Richmond v. Moore

284 P. 681, 103 Cal. App. 173, 1930 Cal. App. LEXIS 877
CourtCalifornia Court of Appeal
DecidedJanuary 15, 1930
DocketDocket No. 7030.
StatusPublished
Cited by17 cases

This text of 284 P. 681 (Richmond v. Moore) is published on Counsel Stack Legal Research, covering California Court of Appeal primary law. Counsel Stack provides free access to over 12 million legal documents including statutes, case law, regulations, and constitutions.

Bluebook
Richmond v. Moore, 284 P. 681, 103 Cal. App. 173, 1930 Cal. App. LEXIS 877 (Cal. Ct. App. 1930).

Opinion

KOFORD, P. J.

The above-named minor respondent and his parents obtained separate verdicts and judgments for damages for personal injuries received by the minor when struck by the automobile of appellant.

The points raised on appeal relate to the sufficiency of the proof, the examination of the jurors, rulings on the evidence and instructions to the jury.

The minor was eight years of age at the time of the accident. He was struck by the appellant’s automobile just after he had stepped off of the No. 32 street-car at its southerly and westerly terminus on the west side of Stanyan Street just north of Haight Street, San Francisco. The street-car had approached Haight Street from the north. The automobile came toward the street-ear from the south. The "minor left the street-car by the front or southerly platform of the street-ear and stepped off from the exit of the east side thereof, that being the only exit provided for him.

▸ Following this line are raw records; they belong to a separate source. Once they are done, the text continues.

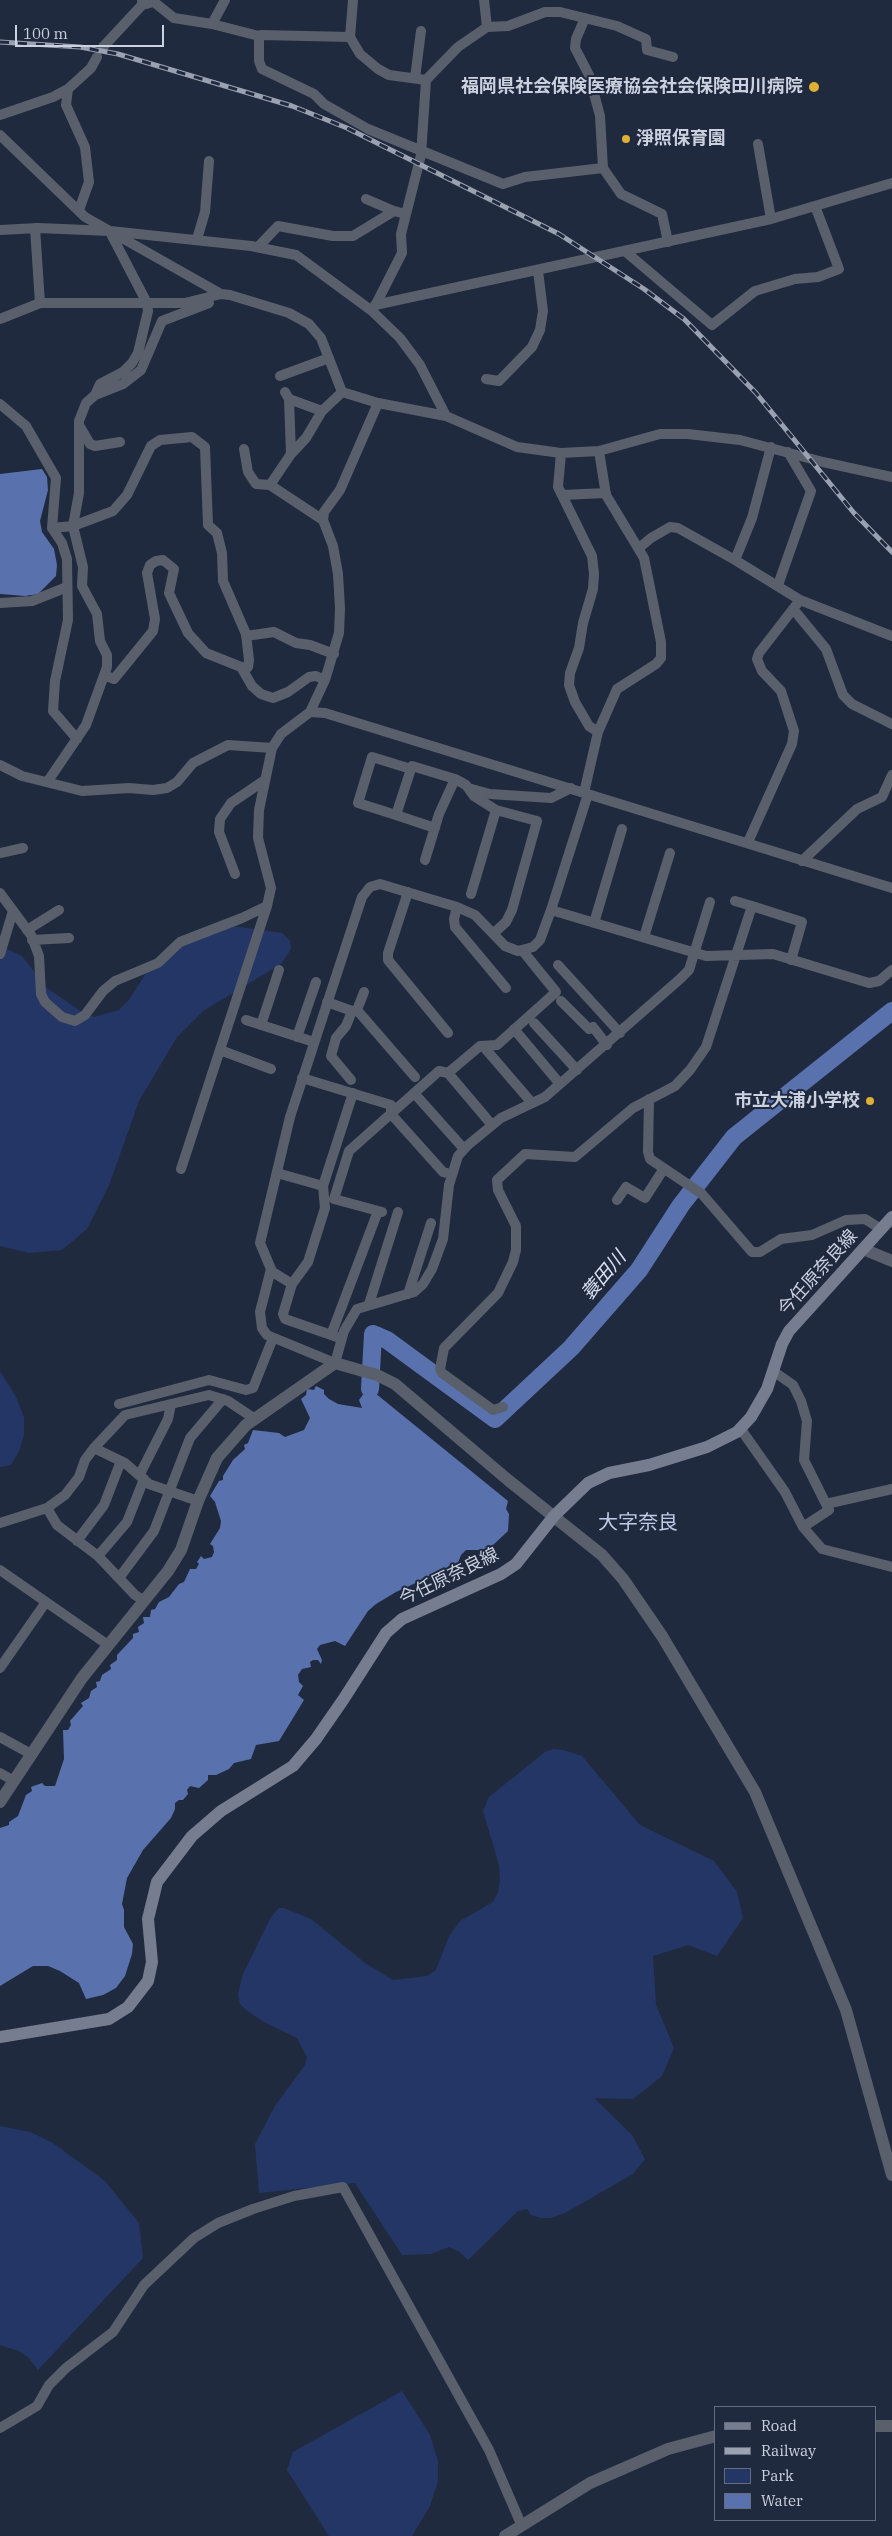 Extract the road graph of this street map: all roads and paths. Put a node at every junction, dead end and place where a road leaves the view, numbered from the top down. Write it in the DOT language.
graph roads {
  1 [pos="225,0"];
  2 [pos="353,0"];
  3 [pos="484,0"];
  4 [pos="142,2"];
  5 [pos="585,18"];
  6 [pos="212,24"];
  7 [pos="487,27"];
  8 [pos="422,31"];
  9 [pos="259,36"];
  10 [pos="350,36"];
  11 [pos="103,47"];
  12 [pos="97,57"];
  13 [pos="673,57"];
  14 [pos="415,78"];
  15 [pos="426,80"];
  16 [pos="68,89"];
  17 [pos="0,115"];
  18 [pos="0,135"];
  19 [pos="758,144"];
  20 [pos="421,153"];
  21 [pos="209,161"];
  22 [pos="603,168"];
  23 [pos="892,183"];
  24 [pos="366,200"];
  25 [pos="816,206"];
  26 [pos="79,210"];
  27 [pos="394,211"];
  28 [pos="406,214"];
  29 [pos="771,219"];
  30 [pos="35,228"];
  31 [pos="0,230"];
  32 [pos="110,231"];
  33 [pos="197,239"];
  34 [pos="668,242"];
  35 [pos="258,247"];
  36 [pos="626,252"];
  37 [pos="538,271"];
  38 [pos="220,294"];
  39 [pos="147,303"];
  40 [pos="40,304"];
  41 [pos="373,308"];
  42 [pos="0,320"];
  43 [pos="329,358"];
  44 [pos="280,376"];
  45 [pos="486,379"];
  46 [pos="342,392"];
  47 [pos="95,395"];
  48 [pos="378,403"];
  49 [pos="0,404"];
  50 [pos="322,411"];
  51 [pos="446,416"];
  52 [pos="79,425"];
  53 [pos="120,442"];
  54 [pos="771,447"];
  55 [pos="244,449"];
  56 [pos="599,451"];
  57 [pos="791,453"];
  58 [pos="291,454"];
  59 [pos="561,454"];
  60 [pos="892,477"];
  61 [pos="270,485"];
  62 [pos="606,493"];
  63 [pos="562,496"];
  64 [pos="323,520"];
  65 [pos="73,526"];
  66 [pos="52,528"];
  67 [pos="639,548"];
  68 [pos="735,560"];
  69 [pos="778,585"];
  70 [pos="67,587"];
  71 [pos="800,600"];
  72 [pos="0,603"];
  73 [pos="794,610"];
  74 [pos="246,636"];
  75 [pos="892,636"];
  76 [pos="334,654"];
  77 [pos="245,670"];
  78 [pos="104,676"];
  79 [pos="325,680"];
  80 [pos="310,712"];
  81 [pos="892,724"];
  82 [pos="598,732"];
  83 [pos="77,739"];
  84 [pos="272,748"];
  85 [pos="1,769"];
  86 [pos="411,769"];
  87 [pos="892,775"];
  88 [pos="456,779"];
  89 [pos="264,780"];
  90 [pos="48,781"];
  91 [pos="468,788"];
  92 [pos="571,788"];
  93 [pos="586,794"];
  94 [pos="496,810"];
  95 [pos="396,815"];
  96 [pos="435,828"];
  97 [pos="622,829"];
  98 [pos="748,842"];
  99 [pos="23,848"];
  100 [pos="0,853"];
  101 [pos="670,853"];
  102 [pos="425,860"];
  103 [pos="802,861"];
  104 [pos="235,874"];
  105 [pos="892,888"];
  106 [pos="408,892"];
  107 [pos="0,893"];
  108 [pos="471,894"];
  109 [pos="735,901"];
  110 [pos="710,902"];
  111 [pos="267,906"];
  112 [pos="752,906"];
  113 [pos="457,907"];
  114 [pos="58,910"];
  115 [pos="551,910"];
  116 [pos="13,911"];
  117 [pos="594,922"];
  118 [pos="494,933"];
  119 [pos="30,935"];
  120 [pos="644,937"];
  121 [pos="69,938"];
  122 [pos="522,950"];
  123 [pos="694,952"];
  124 [pos="0,954"];
  125 [pos="737,955"];
  126 [pos="791,960"];
  127 [pos="558,965"];
  128 [pos="279,970"];
  129 [pos="892,970"];
  130 [pos="316,982"];
  131 [pos="506,988"];
  132 [pos="364,992"];
  133 [pos="561,1001"];
  134 [pos="327,1002"];
  135 [pos="354,1010"];
  136 [pos="246,1020"];
  137 [pos="534,1023"];
  138 [pos="261,1026"];
  139 [pos="514,1030"];
  140 [pos="448,1033"];
  141 [pos="620,1033"];
  142 [pos="297,1037"];
  143 [pos="314,1042"];
  144 [pos="607,1044"];
  145 [pos="483,1046"];
  146 [pos="220,1050"];
  147 [pos="272,1068"];
  148 [pos="577,1070"];
  149 [pos="448,1074"];
  150 [pos="415,1077"];
  151 [pos="302,1078"];
  152 [pos="351,1080"];
  153 [pos="560,1084"];
  154 [pos="353,1093"];
  155 [pos="414,1093"];
  156 [pos="649,1099"];
  157 [pos="532,1103"];
  158 [pos="391,1114"];
  159 [pos="492,1125"];
  160 [pos="464,1149"];
  161 [pos="181,1169"];
  162 [pos="663,1170"];
  163 [pos="277,1173"];
  164 [pos="451,1174"];
  165 [pos="323,1186"];
  166 [pos="617,1200"];
  167 [pos="398,1212"];
  168 [pos="892,1217"];
  169 [pos="431,1223"];
  170 [pos="880,1229"];
  171 [pos="862,1249"];
  172 [pos="892,1261"];
  173 [pos="271,1271"];
  174 [pos="292,1284"];
  175 [pos="408,1294"];
  176 [pos="370,1304"];
  177 [pos="331,1335"];
  178 [pos="273,1338"];
  179 [pos="342,1339"];
  180 [pos="334,1363"];
  181 [pos="773,1371"];
  182 [pos="223,1399"];
  183 [pos="119,1404"];
  184 [pos="171,1404"];
  185 [pos="503,1408"];
  186 [pos="255,1419"];
  187 [pos="740,1428"];
  188 [pos="94,1448"];
  189 [pos="121,1462"];
  190 [pos="142,1476"];
  191 [pos="892,1489"];
  192 [pos="168,1490"];
  193 [pos="198,1500"];
  194 [pos="826,1504"];
  195 [pos="47,1508"];
  196 [pos="554,1516"];
  197 [pos="0,1523"];
  198 [pos="803,1527"];
  199 [pos="77,1541"];
  200 [pos="98,1556"];
  201 [pos="892,1567"];
  202 [pos="1,1572"];
  203 [pos="119,1578"];
  204 [pos="143,1600"];
  205 [pos="46,1602"];
  206 [pos="108,1645"];
  207 [pos="0,1668"];
  208 [pos="0,1737"];
  209 [pos="31,1754"];
  210 [pos="0,1773"];
  211 [pos="14,1781"];
  212 [pos="0,1802"];
  213 [pos="0,2037"];
  214 [pos="892,2175"];
  215 [pos="877,2426"];
  216 [pos="892,2426"];
  217 [pos="0,2428"];
  218 [pos="714,2437"];
  219 [pos="521,2524"];
  220 [pos="505,2536"];
  1 -- 6 [label="street"];
  2 -- 10 [label="street"];
  3 -- 7 [label="street"];
  4 -- 6 [label="street"];
  4 -- 11 [label="street"];
  5 -- 7 [label="street"];
  5 -- 13 [label="street"];
  5 -- 22 [label="street"];
  6 -- 9 [label="street"];
  7 -- 15 [label="street"];
  8 -- 14 [label="street"];
  9 -- 10 [label="street"];
  9 -- 20 [label="street"];
  10 -- 14 [label="street"];
  12 -- 16 [label="street"];
  14 -- 15 [label="street"];
  15 -- 20 [label="street"];
  16 -- 17 [label="street"];
  16 -- 26 [label="street"];
  18 -- 26 [label="street"];
  19 -- 29 [label="street"];
  20 -- 22 [label="street"];
  20 -- 28 [label="street"];
  21 -- 33 [label="street"];
  22 -- 34 [label="street"];
  23 -- 25 [label="street"];
  24 -- 27 [label="street"];
  25 -- 29 [label="street"];
  25 -- 36 [label="street"];
  26 -- 32 [label="street"];
  27 -- 28 [label="street"];
  27 -- 35 [label="street"];
  28 -- 41 [label="street"];
  29 -- 34 [label="street"];
  30 -- 31 [label="street"];
  30 -- 32 [label="street"];
  30 -- 40 [label="street"];
  32 -- 33 [label="street"];
  32 -- 38 [label="street"];
  32 -- 39 [label="street"];
  33 -- 35 [label="street"];
  34 -- 36 [label="street"];
  35 -- 41 [label="street"];
  36 -- 37 [label="street"];
  37 -- 41 [label="street"];
  37 -- 45 [label="street"];
  38 -- 39 [label="street"];
  38 -- 43 [label="street"];
  38 -- 47 [label="street"];
  39 -- 40 [label="street"];
  39 -- 47 [label="street"];
  40 -- 42 [label="street"];
  41 -- 51 [label="street"];
  43 -- 44 [label="street"];
  43 -- 46 [label="street"];
  46 -- 48 [label="street"];
  46 -- 50 [label="street"];
  47 -- 52 [label="street"];
  48 -- 51 [label="street"];
  48 -- 64 [label="street"];
  49 -- 66 [label="street"];
  50 -- 58 [label="street"];
  50 -- 58 [label="street"];
  51 -- 59 [label="street"];
  52 -- 53 [label="street"];
  52 -- 65 [label="street"];
  54 -- 56 [label="street"];
  54 -- 57 [label="street"];
  54 -- 68 [label="street"];
  55 -- 61 [label="street"];
  56 -- 59 [label="street"];
  56 -- 62 [label="street"];
  57 -- 60 [label="street"];
  57 -- 69 [label="street"];
  58 -- 61 [label="street"];
  59 -- 63 [label="street"];
  61 -- 64 [label="street"];
  62 -- 63 [label="street"];
  62 -- 67 [label="street"];
  63 -- 82 [label="street"];
  64 -- 76 [label="street"];
  65 -- 66 [label="street"];
  65 -- 74 [label="street"];
  65 -- 78 [label="street"];
  66 -- 70 [label="street"];
  67 -- 68 [label="street"];
  67 -- 82 [label="street"];
  68 -- 69 [label="street"];
  69 -- 71 [label="street"];
  70 -- 72 [label="street"];
  70 -- 83 [label="street"];
  71 -- 73 [label="street"];
  71 -- 75 [label="street"];
  73 -- 81 [label="street"];
  73 -- 98 [label="street"];
  74 -- 76 [label="street"];
  74 -- 77 [label="street"];
  76 -- 79 [label="street"];
  77 -- 78 [label="street"];
  77 -- 79 [label="street"];
  78 -- 83 [label="street"];
  79 -- 80 [label="street"];
  80 -- 84 [label="street"];
  80 -- 92 [label="street"];
  82 -- 93 [label="street"];
  83 -- 90 [label="street"];
  84 -- 89 [label="street"];
  84 -- 90 [label="street"];
  85 -- 90 [label="street"];
  86 -- 88 [label="street"];
  86 -- 95 [label="street"];
  86 -- 95 [label="street"];
  87 -- 103 [label="street"];
  88 -- 91 [label="street"];
  88 -- 96 [label="street"];
  89 -- 104 [label="street"];
  89 -- 111 [label="street"];
  91 -- 92 [label="street"];
  91 -- 94 [label="street"];
  92 -- 93 [label="street"];
  93 -- 98 [label="street"];
  93 -- 115 [label="street"];
  94 -- 108 [label="street"];
  94 -- 118 [label="street"];
  95 -- 96 [label="street"];
  96 -- 102 [label="street"];
  97 -- 117 [label="street"];
  98 -- 103 [label="street"];
  99 -- 100 [label="street"];
  101 -- 120 [label="street"];
  103 -- 105 [label="street"];
  106 -- 113 [label="street"];
  106 -- 134 [label="street"];
  106 -- 140 [label="street"];
  107 -- 116 [label="street"];
  109 -- 112 [label="street"];
  110 -- 123 [label="street"];
  111 -- 119 [label="street"];
  111 -- 146 [label="street"];
  112 -- 125 [label="street"];
  112 -- 126 [label="street"];
  113 -- 118 [label="street"];
  113 -- 131 [label="street"];
  114 -- 119 [label="street"];
  115 -- 117 [label="street"];
  115 -- 122 [label="street"];
  116 -- 119 [label="street"];
  116 -- 124 [label="street"];
  117 -- 120 [label="street"];
  118 -- 122 [label="street"];
  119 -- 121 [label="street"];
  120 -- 123 [label="street"];
  122 -- 139 [label="street"];
  123 -- 125 [label="street"];
  123 -- 141 [label="street"];
  125 -- 126 [label="street"];
  125 -- 156 [label="street"];
  126 -- 129 [label="street"];
  127 -- 141 [label="street"];
  128 -- 138 [label="street"];
  130 -- 142 [label="street"];
  132 -- 135 [label="street"];
  133 -- 144 [label="street"];
  134 -- 135 [label="street"];
  134 -- 143 [label="street"];
  135 -- 150 [label="street"];
  135 -- 152 [label="street"];
  136 -- 138 [label="street"];
  137 -- 148 [label="street"];
  138 -- 142 [label="street"];
  139 -- 145 [label="street"];
  139 -- 153 [label="street"];
  141 -- 144 [label="street"];
  142 -- 143 [label="street"];
  143 -- 151 [label="street"];
  144 -- 148 [label="street"];
  145 -- 149 [label="street"];
  145 -- 157 [label="street"];
  146 -- 147 [label="street"];
  146 -- 161 [label="street"];
  148 -- 153 [label="street"];
  149 -- 155 [label="street"];
  149 -- 159 [label="street"];
  151 -- 154 [label="street"];
  151 -- 163 [label="street"];
  153 -- 157 [label="street"];
  154 -- 158 [label="street"];
  154 -- 165 [label="street"];
  155 -- 158 [label="street"];
  155 -- 160 [label="street"];
  156 -- 162 [label="street"];
  156 -- 185 [label="street"];
  157 -- 159 [label="street"];
  158 -- 164 [label="street"];
  158 -- 177 [label="street"];
  159 -- 160 [label="street"];
  160 -- 164 [label="street"];
  162 -- 166 [label="street"];
  162 -- 170 [label="street"];
  163 -- 165 [label="street"];
  163 -- 173 [label="street"];
  164 -- 175 [label="street"];
  165 -- 174 [label="street"];
  167 -- 176 [label="street"];
  168 -- 170 [label="main road, 今任原奈良線"];
  169 -- 175 [label="street"];
  170 -- 171 [label="main road, 今任原奈良線"];
  171 -- 172 [label="street"];
  171 -- 181 [label="main road, 今任原奈良線"];
  173 -- 174 [label="street"];
  173 -- 178 [label="street"];
  174 -- 177 [label="street"];
  175 -- 176 [label="street"];
  176 -- 179 [label="street"];
  177 -- 179 [label="street"];
  178 -- 180 [label="street"];
  178 -- 183 [label="street"];
  179 -- 180 [label="street"];
  180 -- 186 [label="street"];
  180 -- 196 [label="street"];
  181 -- 187 [label="main road, 今任原奈良線"];
  181 -- 194 [label="street"];
  182 -- 184 [label="street"];
  182 -- 186 [label="street"];
  182 -- 192 [label="street"];
  184 -- 188 [label="street"];
  184 -- 190 [label="street"];
  186 -- 193 [label="street"];
  187 -- 196 [label="main road, 今任原奈良線"];
  187 -- 198 [label="street"];
  188 -- 189 [label="street"];
  188 -- 195 [label="street"];
  189 -- 190 [label="street"];
  189 -- 199 [label="street"];
  190 -- 192 [label="street"];
  190 -- 200 [label="street"];
  191 -- 194 [label="street"];
  192 -- 193 [label="street"];
  192 -- 203 [label="street"];
  193 -- 204 [label="street"];
  194 -- 198 [label="street"];
  195 -- 197 [label="street"];
  195 -- 199 [label="street"];
  196 -- 213 [label="main road, 今任原奈良線"];
  196 -- 214 [label="street"];
  198 -- 201 [label="street"];
  199 -- 200 [label="street"];
  200 -- 203 [label="street"];
  202 -- 205 [label="street"];
  203 -- 204 [label="street"];
  204 -- 206 [label="street"];
  205 -- 206 [label="street"];
  205 -- 207 [label="street"];
  206 -- 209 [label="street"];
  208 -- 209 [label="street"];
  209 -- 211 [label="street"];
  210 -- 211 [label="street"];
  211 -- 212 [label="street"];
  215 -- 216 [label="street"];
  217 -- 219 [label="street"];
  218 -- 219 [label="street"];
  219 -- 220 [label="street"];
}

According to the evidence relied upon by respondents, the minor was struck immediately upon stepping off the street-car and within two feet thereof. The appellant claims that the minor respondent suddenly rushed out from the street-car in a diagonal direction without looking for an automobile and had proceeded six or eight feet from the street-car before being struck.

*177 While the evidence is conflicting, our examination of the record discloses sufficient evidence of negligence on the part of appellant to support the verdict in favor of respondents. The evidence disclosed negligence on the part of the appellant in several particulars. The jury could have concluded from the evidence that appellant’s speed of twenty-five or thirty-five miles per hour was excessive and negligent under the circumstances and conditions disclosed by the record that she should have given a warning signal of her approach; that she drove too close to the street-car, seeing either the conductor or minor respondent making ready to alight in the direction of her course.

It is argued that this court should hold the minor respondent negligent himself as a matter of law. The form of the argument deserves mention. First, the evidence is explained and interpreted in a way so favorably to the appellant as to show that the conduct of the minor in an adult person would amount to contributory negligence; then authorities are cited showing that under some circumstances minors as young as eight years have not only been held capable of contributory negligence but also have been held barred by contributory negligence as a matter of law. Other citations by appellant, however, show that her counsel realize that the question of contributory negligence of a minor cannot be thus divided into two parts. The question must be answered by a consideration of all the evidence in the case, including the evidence of the age and mental capacity of the minor. These last-mentioned facts are to be considered in direct conjunction with each other fact in the case. Neither the trial court nor this court should hold as a matter of law that the minor respondent was guilty of contributory negligence as a matter of law. The effect of his age upon the question of whether he had measured up to the standard of care and conduct which the law exacts from him was a question of fact for the jury. The same thing is true for an additional reason. The facts relied upon by appellant to show that the minor respondent was negligent are disputed facts. The evidence by no means compelled the jury to find that the minor jumped off a moving street-car in the middle of the block and without looking for automobiles, ran in a diagonal course toward the sidewalk and directly into the path of the automobile. *178 Evidence to the contrary justified the jury in finding that the accident did not occur in the manner claimed by the appellant.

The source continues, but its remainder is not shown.